8:05 one thing that's clear - and that's different than '68, which i remember (i was 10 years old, in dc) - is that the police are straight-up intimidated. as they keep saying, their first priority is officer safety. they're looting mondawmin mall with impunity right now. that's the mark of an insurrection; the rioters control whole regions. stephanie rawlings-blake and other officials have been in hiding until this moment, when they're finally going press conference. guts would put people like this at the scene.
6:50 actually al jazeera america probably has the best coverage on national networks. they have people who know the city, for one thing.
6:35 elijah cummings sort of looks like john lewis. but he has nothing: no truth, no inspiration, no connection, no idea.
5:50 i believe if i were obama, i'd go to baltimore.
5:45 cnn should stop putting lawyers and law-enforcement people on to the condemn the rioters etc. yeah, i've got that. 'these are not demonstrators; they're criminals". quite the sort of people who only have one sentence, and all of whom have the same sentence. i'd think of cnn's job as showing and telling what is actually happening. or here's their other sentence: 'hard to believe this is happening just 40 miles from the nation's capital!' yeah, stunning. you probably think it can't happen in dc, you doinks.

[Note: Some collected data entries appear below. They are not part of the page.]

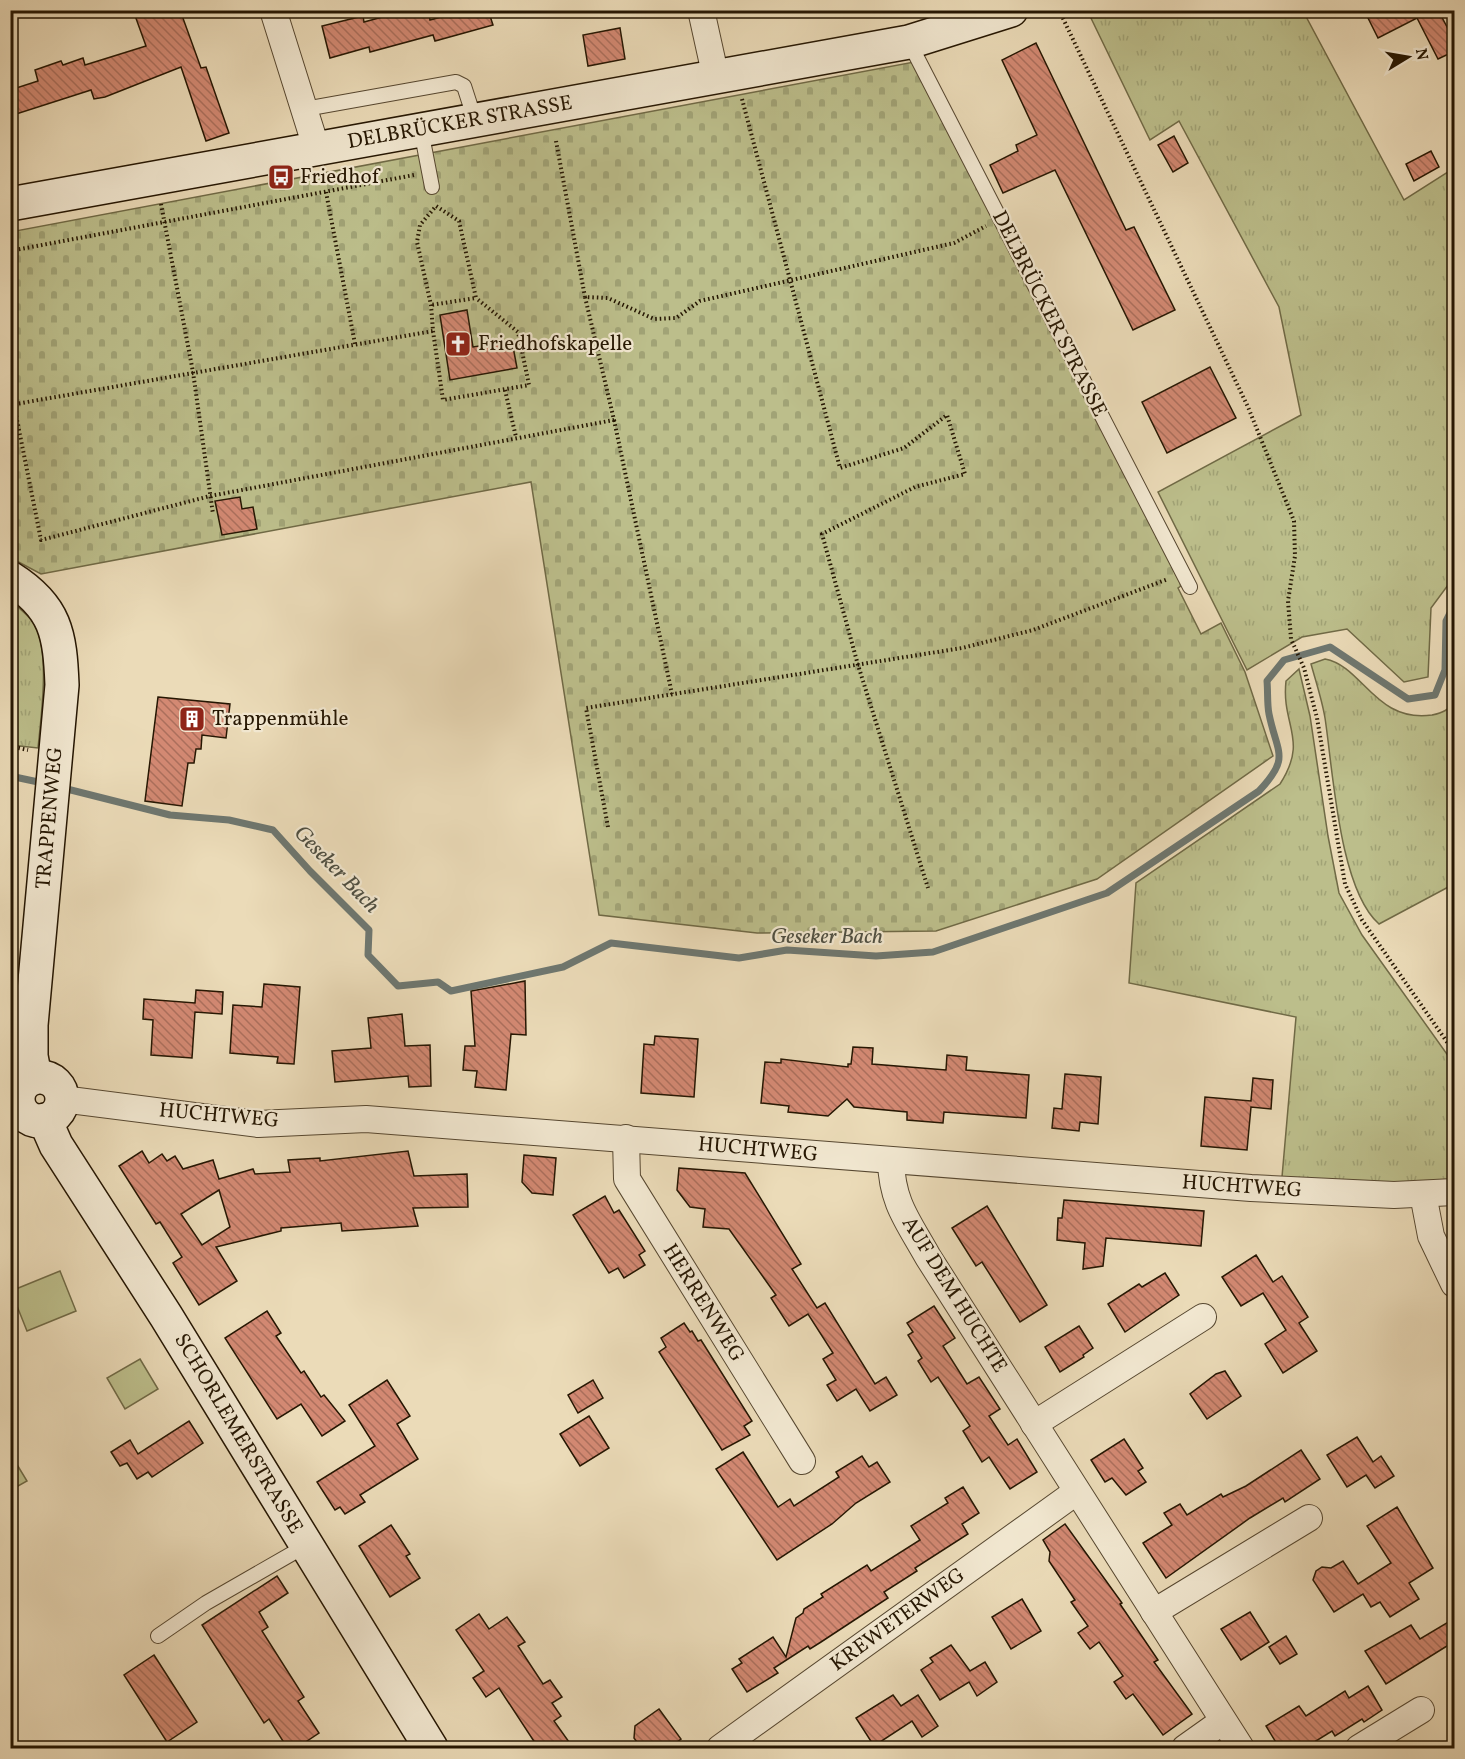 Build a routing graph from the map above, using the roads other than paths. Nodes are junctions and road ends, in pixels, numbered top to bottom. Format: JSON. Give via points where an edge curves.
{"nodes":[{"id":1,"x":700,"y":10,"type":"edge"},
{"id":2,"x":1011,"y":10,"type":"edge"},
{"id":3,"x":276,"y":11,"type":"edge"},
{"id":4,"x":909,"y":42,"type":"junction"},
{"id":5,"x":726,"y":77,"type":"junction"},
{"id":6,"x":305,"y":109,"type":"junction"},
{"id":7,"x":475,"y":120,"type":"junction"},
{"id":8,"x":421,"y":130,"type":"junction"},
{"id":9,"x":316,"y":147,"type":"junction"},
{"id":10,"x":432,"y":187,"type":"dead end"},
{"id":11,"x":10,"y":204,"type":"edge"},
{"id":12,"x":10,"y":578,"type":"edge"},
{"id":13,"x":1190,"y":587,"type":"dead end"},
{"id":14,"x":21,"y":1091,"type":"edge"},
{"id":15,"x":53,"y":1110,"type":"junction"},
{"id":16,"x":626,"y":1138,"type":"junction"},
{"id":17,"x":891,"y":1161,"type":"junction"},
{"id":18,"x":1455,"y":1192,"type":"edge"},
{"id":19,"x":1423,"y":1194,"type":"junction"},
{"id":20,"x":1455,"y":1284,"type":"edge"},
{"id":21,"x":1203,"y":1317,"type":"dead end"},
{"id":22,"x":1034,"y":1424,"type":"junction"},
{"id":23,"x":802,"y":1461,"type":"dead end"},
{"id":24,"x":1076,"y":1492,"type":"junction"},
{"id":25,"x":1309,"y":1518,"type":"dead end"},
{"id":26,"x":306,"y":1545,"type":"junction"},
{"id":27,"x":1154,"y":1612,"type":"junction"},
{"id":28,"x":158,"y":1636,"type":"dead end"},
{"id":29,"x":1421,"y":1710,"type":"dead end"},
{"id":30,"x":1223,"y":1720,"type":"junction"},
{"id":31,"x":431,"y":1749,"type":"edge"},
{"id":32,"x":720,"y":1749,"type":"edge"},
{"id":33,"x":1185,"y":1749,"type":"edge"},
{"id":34,"x":1241,"y":1749,"type":"edge"},
{"id":35,"x":1359,"y":1749,"type":"edge"}],
"edges":[{"from":1,"to":5,"type":"street"},
{"from":2,"to":4,"type":"street","name":"DELBRÜCKER STRASSE"},
{"from":3,"to":6,"type":"street"},
{"from":4,"to":5,"type":"street","name":"DELBRÜCKER STRASSE"},
{"from":4,"to":13,"type":"lane","name":"DELBRÜCKER STRASSE"},
{"from":5,"to":7,"type":"street","name":"DELBRÜCKER STRASSE"},
{"from":6,"to":7,"type":"lane","via":[[456,82],[464,86]]},
{"from":6,"to":9,"type":"street"},
{"from":7,"to":8,"type":"street","name":"DELBRÜCKER STRASSE"},
{"from":8,"to":9,"type":"street","name":"DELBRÜCKER STRASSE"},
{"from":8,"to":10,"type":"lane"},
{"from":9,"to":11,"type":"street","name":"DELBRÜCKER STRASSE"},
{"from":12,"to":14,"type":"street","name":"TRAPPENWEG","via":[[27,588],[53,618],[61,652],[62,685],[31,1025]]},
{"from":14,"to":15,"type":"street","name":"SCHORLEMERSTRASSE","via":[[42,1076],[54,1082]]},
{"from":15,"to":16,"type":"street","name":"HUCHTWEG","via":[[258,1124],[366,1119]]},
{"from":15,"to":26,"type":"street","name":"SCHORLEMERSTRASSE","via":[[56,1145]]},
{"from":16,"to":17,"type":"street","name":"HUCHTWEG"},
{"from":16,"to":23,"type":"street","name":"HERRENWEG","via":[[627,1179]]},
{"from":17,"to":19,"type":"street","name":"HUCHTWEG","via":[[1251,1188]]},
{"from":17,"to":22,"type":"street","name":"AUF DEM HUCHTE","via":[[891,1185],[896,1200]]},
{"from":18,"to":19,"type":"street","name":"HUCHTWEG"},
{"from":19,"to":20,"type":"street","via":[[1431,1236]]},
{"from":21,"to":22,"type":"street"},
{"from":22,"to":24,"type":"street","name":"AUF DEM HUCHTE"},
{"from":24,"to":27,"type":"street","name":"AUF DEM HUCHTE"},
{"from":24,"to":32,"type":"street","name":"KREWETERWEG"},
{"from":25,"to":27,"type":"street"},
{"from":26,"to":28,"type":"lane"},
{"from":26,"to":31,"type":"street","name":"SCHORLEMERSTRASSE"},
{"from":27,"to":30,"type":"street","name":"AUF DEM HUCHTE"},
{"from":29,"to":35,"type":"street"},
{"from":30,"to":33,"type":"street"},
{"from":30,"to":34,"type":"street","name":"AUF DEM HUCHTE"}]}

5:30 they're showing plenty of looting with no police presence. the earlier injuries of police have obviously intimidated them, even with all the armor and teargas etc. so first, let that be a lesson to you about who the police actually are. but of course there might be a big counter-attack later. not sure how well that will go, really. i do love the 'outside agitator' theme; really the mindlessness of the strategic communications hasn't changed since 1965.
5:15 npr is frigging pathetic; no reports from the ground; they're doing movie reviews or whatever. this with their headquarters in dc. a goodly portion of their staff lives in baltimore. really if they can't cover this live, they should fold.
4:12 looks like the intifada out there.
4:00 hard to tell what's gonna happen, but a word to the balt police: a lot of people in balt are armed, and you severed somebody's spine. you might want to think carefully as you roll in the armored vehicles and start firing up the teargas.
3:40 baltimore is rocking in insurrection; watching rock-throwing battles near mondawmin on cnn; they've got no local reporters at all; athena jones has no idea where she is. they've been throwing big rocks at cops, and the cops are now taking the approach of chucking them back, which is never a good sign. could go this way or that, but could go extremely wrong.